Do you frequently get together with old friends and celebrate your own cocktail hour to unwind? If so, you might want to consider building an old fashioned bar in your home. This is a great idea for anyone who is skilled at making mixed alcoholic beverages, including aspiring bartenders!
Planning Your Dream Bar
Constructing your own old fashioned bar may seem a bit challenging, to say the least. The first thing you should do is create a layout of what you foresee. That is, draw a picture of your future bar. Make sure to map out the desired dimensions, and of course, decide on where the structure will be built. It might be a good idea to walk around your house if you are unsure of the location.
Make a trip to your local home improvement store with your layout plans. Talk to an employee and explain exactly what you plan on doing. They will let you know where you can find all the materials and tools for building your bar, and probably offer you a few helpful pieces of advice that might make your job a little easier. To be on the safe side, you should probably purchase several pieces of wood in varying sizes. If you don't use all of them in the project, you can always keep them for a future do-it-yourself job.
For a project like this, you should have the following tools and materials handy: circular saw, miter saw, drill with different drill bits, pneumatic nail gun, 4x8 and one-half sheet lauan, 4x8 plywood pieces, several six- and eight-foot pine boards, panel or base cap molding, two six-foot oak boards, eight-foot oak board, 12-foot oak board, foot rail, brackets and caps, 5/8-inch brad nails, one and one-quarter inch brad nails, one and one-quarter inch screws and three-inch screw.
When you have everything you need and are back home and ready to start the construction, cut a piece of half-inch plywood, and use a miter saw to cut framing boards for your bar to a 1x3 length. Align the pieces together and at the front and sides. The 1x3 pieces should be places around the plywood as reinforcement, so you should affix them together. Make sure to drill holes into the 1x3 framing boards so that you can attach them to the front of the future bar with nails.
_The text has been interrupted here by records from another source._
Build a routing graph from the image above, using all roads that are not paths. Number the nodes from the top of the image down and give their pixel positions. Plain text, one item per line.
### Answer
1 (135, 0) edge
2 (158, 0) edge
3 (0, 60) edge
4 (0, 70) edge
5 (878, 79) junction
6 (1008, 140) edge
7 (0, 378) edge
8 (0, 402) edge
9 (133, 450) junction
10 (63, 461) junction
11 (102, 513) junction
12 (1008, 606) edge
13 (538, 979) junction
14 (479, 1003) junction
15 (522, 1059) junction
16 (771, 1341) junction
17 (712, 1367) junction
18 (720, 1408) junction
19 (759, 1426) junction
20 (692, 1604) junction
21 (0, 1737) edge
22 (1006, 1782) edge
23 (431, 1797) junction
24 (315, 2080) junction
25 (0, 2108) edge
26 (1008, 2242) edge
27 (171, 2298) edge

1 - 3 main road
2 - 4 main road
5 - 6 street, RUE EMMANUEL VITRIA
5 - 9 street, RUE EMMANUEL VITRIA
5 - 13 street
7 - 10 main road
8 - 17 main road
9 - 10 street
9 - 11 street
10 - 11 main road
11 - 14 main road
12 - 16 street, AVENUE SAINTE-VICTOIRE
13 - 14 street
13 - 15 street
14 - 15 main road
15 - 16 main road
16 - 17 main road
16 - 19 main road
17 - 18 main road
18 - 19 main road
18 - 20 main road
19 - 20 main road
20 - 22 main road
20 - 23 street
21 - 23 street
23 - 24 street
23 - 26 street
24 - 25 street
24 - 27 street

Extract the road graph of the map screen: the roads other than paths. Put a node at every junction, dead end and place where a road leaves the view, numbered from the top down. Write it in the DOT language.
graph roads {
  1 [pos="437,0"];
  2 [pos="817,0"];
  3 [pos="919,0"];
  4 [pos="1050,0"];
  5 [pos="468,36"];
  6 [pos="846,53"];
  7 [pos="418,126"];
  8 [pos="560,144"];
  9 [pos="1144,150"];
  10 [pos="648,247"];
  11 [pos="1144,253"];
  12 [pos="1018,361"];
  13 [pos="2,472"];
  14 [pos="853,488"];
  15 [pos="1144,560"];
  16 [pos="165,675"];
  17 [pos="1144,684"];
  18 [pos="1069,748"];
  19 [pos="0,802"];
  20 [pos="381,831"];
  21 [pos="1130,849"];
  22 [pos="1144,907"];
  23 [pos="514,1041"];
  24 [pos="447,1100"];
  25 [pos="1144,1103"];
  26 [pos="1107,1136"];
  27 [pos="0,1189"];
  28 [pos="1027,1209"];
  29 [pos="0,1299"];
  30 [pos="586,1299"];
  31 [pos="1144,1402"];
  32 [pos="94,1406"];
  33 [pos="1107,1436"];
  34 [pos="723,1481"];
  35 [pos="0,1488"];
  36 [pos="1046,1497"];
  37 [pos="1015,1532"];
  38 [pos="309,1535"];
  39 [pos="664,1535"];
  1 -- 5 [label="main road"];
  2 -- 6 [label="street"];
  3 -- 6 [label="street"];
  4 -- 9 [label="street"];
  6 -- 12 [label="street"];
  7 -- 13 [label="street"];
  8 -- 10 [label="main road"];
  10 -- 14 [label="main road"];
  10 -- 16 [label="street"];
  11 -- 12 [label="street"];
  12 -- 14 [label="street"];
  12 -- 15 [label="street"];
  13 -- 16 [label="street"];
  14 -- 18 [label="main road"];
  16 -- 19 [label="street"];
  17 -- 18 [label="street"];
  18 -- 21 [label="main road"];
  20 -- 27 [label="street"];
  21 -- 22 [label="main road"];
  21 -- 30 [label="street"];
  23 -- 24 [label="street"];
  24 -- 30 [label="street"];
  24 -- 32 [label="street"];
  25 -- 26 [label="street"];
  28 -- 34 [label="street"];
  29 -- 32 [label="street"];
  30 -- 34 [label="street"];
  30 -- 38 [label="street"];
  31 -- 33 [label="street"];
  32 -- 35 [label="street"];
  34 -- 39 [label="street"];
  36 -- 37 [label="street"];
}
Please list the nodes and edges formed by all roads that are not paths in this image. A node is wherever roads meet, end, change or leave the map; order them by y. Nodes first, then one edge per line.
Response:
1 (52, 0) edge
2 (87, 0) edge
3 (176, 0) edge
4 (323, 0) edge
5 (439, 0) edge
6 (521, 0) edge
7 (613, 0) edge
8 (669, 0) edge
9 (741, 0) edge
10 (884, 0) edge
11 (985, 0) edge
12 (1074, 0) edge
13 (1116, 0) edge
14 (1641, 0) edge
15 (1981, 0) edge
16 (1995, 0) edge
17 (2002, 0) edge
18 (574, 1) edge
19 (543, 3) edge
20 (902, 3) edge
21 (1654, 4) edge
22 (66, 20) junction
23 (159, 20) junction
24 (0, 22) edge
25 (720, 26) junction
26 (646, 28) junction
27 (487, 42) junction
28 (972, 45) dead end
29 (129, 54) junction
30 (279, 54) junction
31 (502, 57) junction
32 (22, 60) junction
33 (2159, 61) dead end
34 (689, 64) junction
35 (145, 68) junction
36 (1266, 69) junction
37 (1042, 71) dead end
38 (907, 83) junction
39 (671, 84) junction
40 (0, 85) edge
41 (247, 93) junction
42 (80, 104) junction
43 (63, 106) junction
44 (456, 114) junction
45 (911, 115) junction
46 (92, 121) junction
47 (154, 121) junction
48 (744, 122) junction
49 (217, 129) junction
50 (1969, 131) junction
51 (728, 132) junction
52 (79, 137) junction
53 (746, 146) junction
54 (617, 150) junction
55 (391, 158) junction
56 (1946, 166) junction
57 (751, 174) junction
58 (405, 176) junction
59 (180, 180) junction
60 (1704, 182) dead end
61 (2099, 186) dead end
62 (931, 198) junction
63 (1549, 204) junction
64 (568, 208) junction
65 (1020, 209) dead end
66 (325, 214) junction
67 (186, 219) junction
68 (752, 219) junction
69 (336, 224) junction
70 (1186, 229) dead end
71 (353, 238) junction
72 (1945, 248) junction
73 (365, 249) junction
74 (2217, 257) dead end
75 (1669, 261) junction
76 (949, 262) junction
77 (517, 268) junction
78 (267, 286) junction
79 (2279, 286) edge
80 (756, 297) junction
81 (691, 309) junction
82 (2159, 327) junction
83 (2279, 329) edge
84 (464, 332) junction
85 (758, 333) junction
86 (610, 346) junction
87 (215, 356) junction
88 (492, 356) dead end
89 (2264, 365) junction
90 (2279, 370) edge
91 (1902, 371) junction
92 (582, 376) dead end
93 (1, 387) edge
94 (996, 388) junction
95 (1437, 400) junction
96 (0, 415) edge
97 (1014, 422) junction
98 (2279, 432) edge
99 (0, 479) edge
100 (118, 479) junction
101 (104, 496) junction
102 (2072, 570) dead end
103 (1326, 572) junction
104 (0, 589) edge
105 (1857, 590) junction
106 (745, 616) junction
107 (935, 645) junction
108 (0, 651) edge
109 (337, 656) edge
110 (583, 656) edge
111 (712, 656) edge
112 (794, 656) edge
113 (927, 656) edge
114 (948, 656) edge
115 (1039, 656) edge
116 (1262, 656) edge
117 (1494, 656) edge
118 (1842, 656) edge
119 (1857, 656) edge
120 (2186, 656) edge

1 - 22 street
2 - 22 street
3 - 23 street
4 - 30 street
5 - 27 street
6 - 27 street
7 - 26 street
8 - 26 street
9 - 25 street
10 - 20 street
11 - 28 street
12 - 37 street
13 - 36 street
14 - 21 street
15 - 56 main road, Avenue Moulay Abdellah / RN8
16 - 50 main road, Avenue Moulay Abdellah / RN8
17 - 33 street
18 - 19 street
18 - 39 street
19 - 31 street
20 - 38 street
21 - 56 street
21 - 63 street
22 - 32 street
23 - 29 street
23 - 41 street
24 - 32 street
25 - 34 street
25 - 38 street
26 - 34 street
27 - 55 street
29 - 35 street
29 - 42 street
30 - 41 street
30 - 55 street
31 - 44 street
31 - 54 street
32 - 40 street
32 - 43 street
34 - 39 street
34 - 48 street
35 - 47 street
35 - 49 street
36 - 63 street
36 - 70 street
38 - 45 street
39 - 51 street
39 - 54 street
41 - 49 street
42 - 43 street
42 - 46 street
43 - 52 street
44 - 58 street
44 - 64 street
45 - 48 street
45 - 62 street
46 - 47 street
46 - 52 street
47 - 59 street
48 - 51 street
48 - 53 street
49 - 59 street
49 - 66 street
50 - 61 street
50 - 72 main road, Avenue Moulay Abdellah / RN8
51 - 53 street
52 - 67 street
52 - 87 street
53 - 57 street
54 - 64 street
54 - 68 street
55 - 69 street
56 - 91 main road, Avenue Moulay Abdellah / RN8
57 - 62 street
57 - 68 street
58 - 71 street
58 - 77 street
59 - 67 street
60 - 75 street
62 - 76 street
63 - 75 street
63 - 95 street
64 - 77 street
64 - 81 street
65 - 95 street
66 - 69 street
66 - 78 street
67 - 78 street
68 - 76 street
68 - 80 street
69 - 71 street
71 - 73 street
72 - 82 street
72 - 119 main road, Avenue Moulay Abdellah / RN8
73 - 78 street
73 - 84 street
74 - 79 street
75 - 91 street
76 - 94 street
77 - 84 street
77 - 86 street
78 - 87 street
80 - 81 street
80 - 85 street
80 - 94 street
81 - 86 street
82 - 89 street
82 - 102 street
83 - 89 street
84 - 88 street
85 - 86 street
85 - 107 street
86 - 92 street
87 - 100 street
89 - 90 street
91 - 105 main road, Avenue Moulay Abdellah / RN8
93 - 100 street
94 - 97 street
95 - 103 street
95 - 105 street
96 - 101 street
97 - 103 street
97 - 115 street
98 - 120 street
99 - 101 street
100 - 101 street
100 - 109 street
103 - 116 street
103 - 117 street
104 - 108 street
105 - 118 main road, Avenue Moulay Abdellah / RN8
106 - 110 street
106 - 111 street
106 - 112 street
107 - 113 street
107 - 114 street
Next, cut lauan sheeting to appropriate size with your circular saw. Place this atop the framing boards and apply staples along the edges via half-inch staples if your pneumatic nail gun can use them. If this is not possible, attach this piece with 5/8-inch nails.
Cut several 1x4 stiles and rails out of the eight-foot pine boards with the miter saw. Place a piece at the edge of the structure and make a mark with a pencil to determine where it should be affixed. Do the same for the back edges and both sides as well. When you're ready, you can nail the stils and rails into place, using one and one-quarter-inch nails.
Apply the molding inside the panels between the stiles and rails, and cut the ends at a 45-degree angle with the miter saw. Then, nail each piece into place, affixing them with one and one-quarter-inch nails.
Cut your supports for the bar at 1x1 lengths. These should be installed one and a half inches from the middle and 24 inches from the bottom of the structure. Drill these pieces just beneath the line.
Build the walls of the bar by using eight-inch pieces of oak, making sure the slat fits perfectly against the front you created. Drill holes equally around the top, where the pieces meet, and attach three-inch screws within.
Use the circular saw to create the bar shelves to a 1x2 length. Install them with nails, keeping them flush so that they are properly aligned. Add glue to the corner stiles and affix the capping at the edges. This is to add extra security to the corners in addition to being decorative.
Attach the top of the bar by using a three-quarter-inch piece of plywood and 1x10 pieces of oak just beneath. These separate layers will give off the effect of a bar you would see in an establishment. Affix the pieces into place with screws.
For the bar molding, use a miter to create notches in two strips of plywood at a 45-degree angle. Fit these pieces to the front edge of the bar and attach them into place. Add the foot-rail brackets with a drill, and as a final, optional step, add a finish to the wood. Otherwise, pull up a barstool and fix yourself a drink!